Task requirements:
Will you give every entry again exactly as it stands?

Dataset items

►

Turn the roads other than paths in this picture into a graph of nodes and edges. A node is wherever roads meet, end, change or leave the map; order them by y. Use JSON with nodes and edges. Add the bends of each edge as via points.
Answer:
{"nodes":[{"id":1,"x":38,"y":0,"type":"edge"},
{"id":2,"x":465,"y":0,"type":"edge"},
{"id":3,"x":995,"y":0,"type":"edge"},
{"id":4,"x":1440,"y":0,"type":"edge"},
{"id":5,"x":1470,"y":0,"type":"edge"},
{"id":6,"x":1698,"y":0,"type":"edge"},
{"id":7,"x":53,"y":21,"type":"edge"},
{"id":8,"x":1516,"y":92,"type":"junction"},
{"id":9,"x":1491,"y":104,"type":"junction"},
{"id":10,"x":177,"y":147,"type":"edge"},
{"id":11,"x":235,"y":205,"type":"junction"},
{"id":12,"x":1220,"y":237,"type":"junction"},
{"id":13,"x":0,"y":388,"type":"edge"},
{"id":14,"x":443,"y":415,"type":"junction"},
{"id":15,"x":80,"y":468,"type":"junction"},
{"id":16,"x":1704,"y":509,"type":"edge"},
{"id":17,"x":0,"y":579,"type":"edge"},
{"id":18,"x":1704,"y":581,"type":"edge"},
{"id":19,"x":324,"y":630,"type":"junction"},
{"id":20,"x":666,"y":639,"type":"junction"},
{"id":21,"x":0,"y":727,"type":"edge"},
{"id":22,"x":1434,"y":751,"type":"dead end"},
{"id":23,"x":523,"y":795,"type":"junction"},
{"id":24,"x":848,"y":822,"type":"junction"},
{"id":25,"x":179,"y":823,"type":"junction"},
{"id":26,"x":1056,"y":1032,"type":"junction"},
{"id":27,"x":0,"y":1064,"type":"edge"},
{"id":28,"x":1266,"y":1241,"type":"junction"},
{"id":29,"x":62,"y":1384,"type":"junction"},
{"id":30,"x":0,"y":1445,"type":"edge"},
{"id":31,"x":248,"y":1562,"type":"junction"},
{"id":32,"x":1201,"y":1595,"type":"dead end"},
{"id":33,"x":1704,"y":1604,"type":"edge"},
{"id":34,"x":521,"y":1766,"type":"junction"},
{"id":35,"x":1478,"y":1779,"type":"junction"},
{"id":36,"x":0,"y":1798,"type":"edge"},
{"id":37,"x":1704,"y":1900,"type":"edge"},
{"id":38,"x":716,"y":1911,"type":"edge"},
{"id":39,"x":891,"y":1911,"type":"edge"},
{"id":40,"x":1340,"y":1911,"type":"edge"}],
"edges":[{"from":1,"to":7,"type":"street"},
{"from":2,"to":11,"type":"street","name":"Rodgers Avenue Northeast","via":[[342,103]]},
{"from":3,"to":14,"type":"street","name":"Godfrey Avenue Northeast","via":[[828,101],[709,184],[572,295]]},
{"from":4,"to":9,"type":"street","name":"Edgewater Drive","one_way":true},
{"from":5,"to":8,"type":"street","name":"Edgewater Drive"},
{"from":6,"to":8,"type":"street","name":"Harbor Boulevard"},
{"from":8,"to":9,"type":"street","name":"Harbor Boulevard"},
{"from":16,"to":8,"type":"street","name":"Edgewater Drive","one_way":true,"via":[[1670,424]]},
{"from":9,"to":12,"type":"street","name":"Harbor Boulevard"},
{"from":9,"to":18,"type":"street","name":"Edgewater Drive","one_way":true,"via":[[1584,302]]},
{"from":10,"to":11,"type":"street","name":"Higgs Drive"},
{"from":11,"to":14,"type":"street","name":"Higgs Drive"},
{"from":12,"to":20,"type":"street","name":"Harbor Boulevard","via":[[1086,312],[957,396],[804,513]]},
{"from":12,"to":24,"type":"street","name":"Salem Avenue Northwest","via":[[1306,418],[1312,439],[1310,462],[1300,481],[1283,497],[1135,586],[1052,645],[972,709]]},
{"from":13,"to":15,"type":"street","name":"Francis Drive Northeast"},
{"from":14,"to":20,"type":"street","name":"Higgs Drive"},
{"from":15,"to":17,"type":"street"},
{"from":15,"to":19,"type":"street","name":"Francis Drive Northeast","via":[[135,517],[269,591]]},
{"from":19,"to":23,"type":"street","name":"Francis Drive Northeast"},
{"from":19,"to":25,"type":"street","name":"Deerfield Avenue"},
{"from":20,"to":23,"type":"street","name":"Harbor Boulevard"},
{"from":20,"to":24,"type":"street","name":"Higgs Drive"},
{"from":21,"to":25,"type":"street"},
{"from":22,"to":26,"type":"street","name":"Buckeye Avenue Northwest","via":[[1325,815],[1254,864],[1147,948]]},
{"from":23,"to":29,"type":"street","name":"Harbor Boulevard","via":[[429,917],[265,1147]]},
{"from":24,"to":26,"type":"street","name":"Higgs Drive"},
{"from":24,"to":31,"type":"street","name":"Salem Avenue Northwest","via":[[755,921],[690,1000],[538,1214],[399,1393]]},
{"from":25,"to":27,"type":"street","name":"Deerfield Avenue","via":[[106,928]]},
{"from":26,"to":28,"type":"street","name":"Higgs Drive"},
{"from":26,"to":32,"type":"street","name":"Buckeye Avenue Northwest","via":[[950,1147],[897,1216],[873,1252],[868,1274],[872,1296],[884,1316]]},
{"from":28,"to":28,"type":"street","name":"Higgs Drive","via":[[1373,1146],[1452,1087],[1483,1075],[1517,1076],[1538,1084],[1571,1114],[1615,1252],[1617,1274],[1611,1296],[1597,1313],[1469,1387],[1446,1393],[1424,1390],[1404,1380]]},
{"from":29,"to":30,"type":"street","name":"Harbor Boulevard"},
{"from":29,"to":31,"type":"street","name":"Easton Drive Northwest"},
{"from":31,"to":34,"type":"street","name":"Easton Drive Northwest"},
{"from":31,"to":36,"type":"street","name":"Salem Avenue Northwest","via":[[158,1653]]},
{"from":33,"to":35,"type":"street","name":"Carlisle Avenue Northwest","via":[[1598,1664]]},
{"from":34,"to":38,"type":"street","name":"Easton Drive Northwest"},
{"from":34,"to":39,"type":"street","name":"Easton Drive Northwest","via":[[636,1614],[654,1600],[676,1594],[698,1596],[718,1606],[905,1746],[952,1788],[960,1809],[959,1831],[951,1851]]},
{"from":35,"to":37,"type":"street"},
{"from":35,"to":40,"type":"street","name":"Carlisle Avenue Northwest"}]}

◄

Solution:
Turn the roads other than paths in this picture into a graph of nodes and edges. A node is wherever roads meet, end, change or leave the map; order them by y. Use JSON with nodes and edges. Add the bends of each edge as via points.
Answer:
{"nodes":[{"id":1,"x":38,"y":0,"type":"edge"},
{"id":2,"x":465,"y":0,"type":"edge"},
{"id":3,"x":995,"y":0,"type":"edge"},
{"id":4,"x":1440,"y":0,"type":"edge"},
{"id":5,"x":1470,"y":0,"type":"edge"},
{"id":6,"x":1698,"y":0,"type":"edge"},
{"id":7,"x":53,"y":21,"type":"edge"},
{"id":8,"x":1516,"y":92,"type":"junction"},
{"id":9,"x":1491,"y":104,"type":"junction"},
{"id":10,"x":177,"y":147,"type":"edge"},
{"id":11,"x":235,"y":205,"type":"junction"},
{"id":12,"x":1220,"y":237,"type":"junction"},
{"id":13,"x":0,"y":388,"type":"edge"},
{"id":14,"x":443,"y":415,"type":"junction"},
{"id":15,"x":80,"y":468,"type":"junction"},
{"id":16,"x":1704,"y":509,"type":"edge"},
{"id":17,"x":0,"y":579,"type":"edge"},
{"id":18,"x":1704,"y":581,"type":"edge"},
{"id":19,"x":324,"y":630,"type":"junction"},
{"id":20,"x":666,"y":639,"type":"junction"},
{"id":21,"x":0,"y":727,"type":"edge"},
{"id":22,"x":1434,"y":751,"type":"dead end"},
{"id":23,"x":523,"y":795,"type":"junction"},
{"id":24,"x":848,"y":822,"type":"junction"},
{"id":25,"x":179,"y":823,"type":"junction"},
{"id":26,"x":1056,"y":1032,"type":"junction"},
{"id":27,"x":0,"y":1064,"type":"edge"},
{"id":28,"x":1266,"y":1241,"type":"junction"},
{"id":29,"x":62,"y":1384,"type":"junction"},
{"id":30,"x":0,"y":1445,"type":"edge"},
{"id":31,"x":248,"y":1562,"type":"junction"},
{"id":32,"x":1201,"y":1595,"type":"dead end"},
{"id":33,"x":1704,"y":1604,"type":"edge"},
{"id":34,"x":521,"y":1766,"type":"junction"},
{"id":35,"x":1478,"y":1779,"type":"junction"},
{"id":36,"x":0,"y":1798,"type":"edge"},
{"id":37,"x":1704,"y":1900,"type":"edge"},
{"id":38,"x":716,"y":1911,"type":"edge"},
{"id":39,"x":891,"y":1911,"type":"edge"},
{"id":40,"x":1340,"y":1911,"type":"edge"}],
"edges":[{"from":1,"to":7,"type":"street"},
{"from":2,"to":11,"type":"street","name":"Rodgers Avenue Northeast","via":[[342,103]]},
{"from":3,"to":14,"type":"street","name":"Godfrey Avenue Northeast","via":[[828,101],[709,184],[572,295]]},
{"from":4,"to":9,"type":"street","name":"Edgewater Drive","one_way":true},
{"from":5,"to":8,"type":"street","name":"Edgewater Drive"},
{"from":6,"to":8,"type":"street","name":"Harbor Boulevard"},
{"from":8,"to":9,"type":"street","name":"Harbor Boulevard"},
{"from":16,"to":8,"type":"street","name":"Edgewater Drive","one_way":true,"via":[[1670,424]]},
{"from":9,"to":12,"type":"street","name":"Harbor Boulevard"},
{"from":9,"to":18,"type":"street","name":"Edgewater Drive","one_way":true,"via":[[1584,302]]},
{"from":10,"to":11,"type":"street","name":"Higgs Drive"},
{"from":11,"to":14,"type":"street","name":"Higgs Drive"},
{"from":12,"to":20,"type":"street","name":"Harbor Boulevard","via":[[1086,312],[957,396],[804,513]]},
{"from":12,"to":24,"type":"street","name":"Salem Avenue Northwest","via":[[1306,418],[1312,439],[1310,462],[1300,481],[1283,497],[1135,586],[1052,645],[972,709]]},
{"from":13,"to":15,"type":"street","name":"Francis Drive Northeast"},
{"from":14,"to":20,"type":"street","name":"Higgs Drive"},
{"from":15,"to":17,"type":"street"},
{"from":15,"to":19,"type":"street","name":"Francis Drive Northeast","via":[[135,517],[269,591]]},
{"from":19,"to":23,"type":"street","name":"Francis Drive Northeast"},
{"from":19,"to":25,"type":"street","name":"Deerfield Avenue"},
{"from":20,"to":23,"type":"street","name":"Harbor Boulevard"},
{"from":20,"to":24,"type":"street","name":"Higgs Drive"},
{"from":21,"to":25,"type":"street"},
{"from":22,"to":26,"type":"street","name":"Buckeye Avenue Northwest","via":[[1325,815],[1254,864],[1147,948]]},
{"from":23,"to":29,"type":"street","name":"Harbor Boulevard","via":[[429,917],[265,1147]]},
{"from":24,"to":26,"type":"street","name":"Higgs Drive"},
{"from":24,"to":31,"type":"street","name":"Salem Avenue Northwest","via":[[755,921],[690,1000],[538,1214],[399,1393]]},
{"from":25,"to":27,"type":"street","name":"Deerfield Avenue","via":[[106,928]]},
{"from":26,"to":28,"type":"street","name":"Higgs Drive"},
{"from":26,"to":32,"type":"street","name":"Buckeye Avenue Northwest","via":[[950,1147],[897,1216],[873,1252],[868,1274],[872,1296],[884,1316]]},
{"from":28,"to":28,"type":"street","name":"Higgs Drive","via":[[1373,1146],[1452,1087],[1483,1075],[1517,1076],[1538,1084],[1571,1114],[1615,1252],[1617,1274],[1611,1296],[1597,1313],[1469,1387],[1446,1393],[1424,1390],[1404,1380]]},
{"from":29,"to":30,"type":"street","name":"Harbor Boulevard"},
{"from":29,"to":31,"type":"street","name":"Easton Drive Northwest"},
{"from":31,"to":34,"type":"street","name":"Easton Drive Northwest"},
{"from":31,"to":36,"type":"street","name":"Salem Avenue Northwest","via":[[158,1653]]},
{"from":33,"to":35,"type":"street","name":"Carlisle Avenue Northwest","via":[[1598,1664]]},
{"from":34,"to":38,"type":"street","name":"Easton Drive Northwest"},
{"from":34,"to":39,"type":"street","name":"Easton Drive Northwest","via":[[636,1614],[654,1600],[676,1594],[698,1596],[718,1606],[905,1746],[952,1788],[960,1809],[959,1831],[951,1851]]},
{"from":35,"to":37,"type":"street"},
{"from":35,"to":40,"type":"street","name":"Carlisle Avenue Northwest"}]}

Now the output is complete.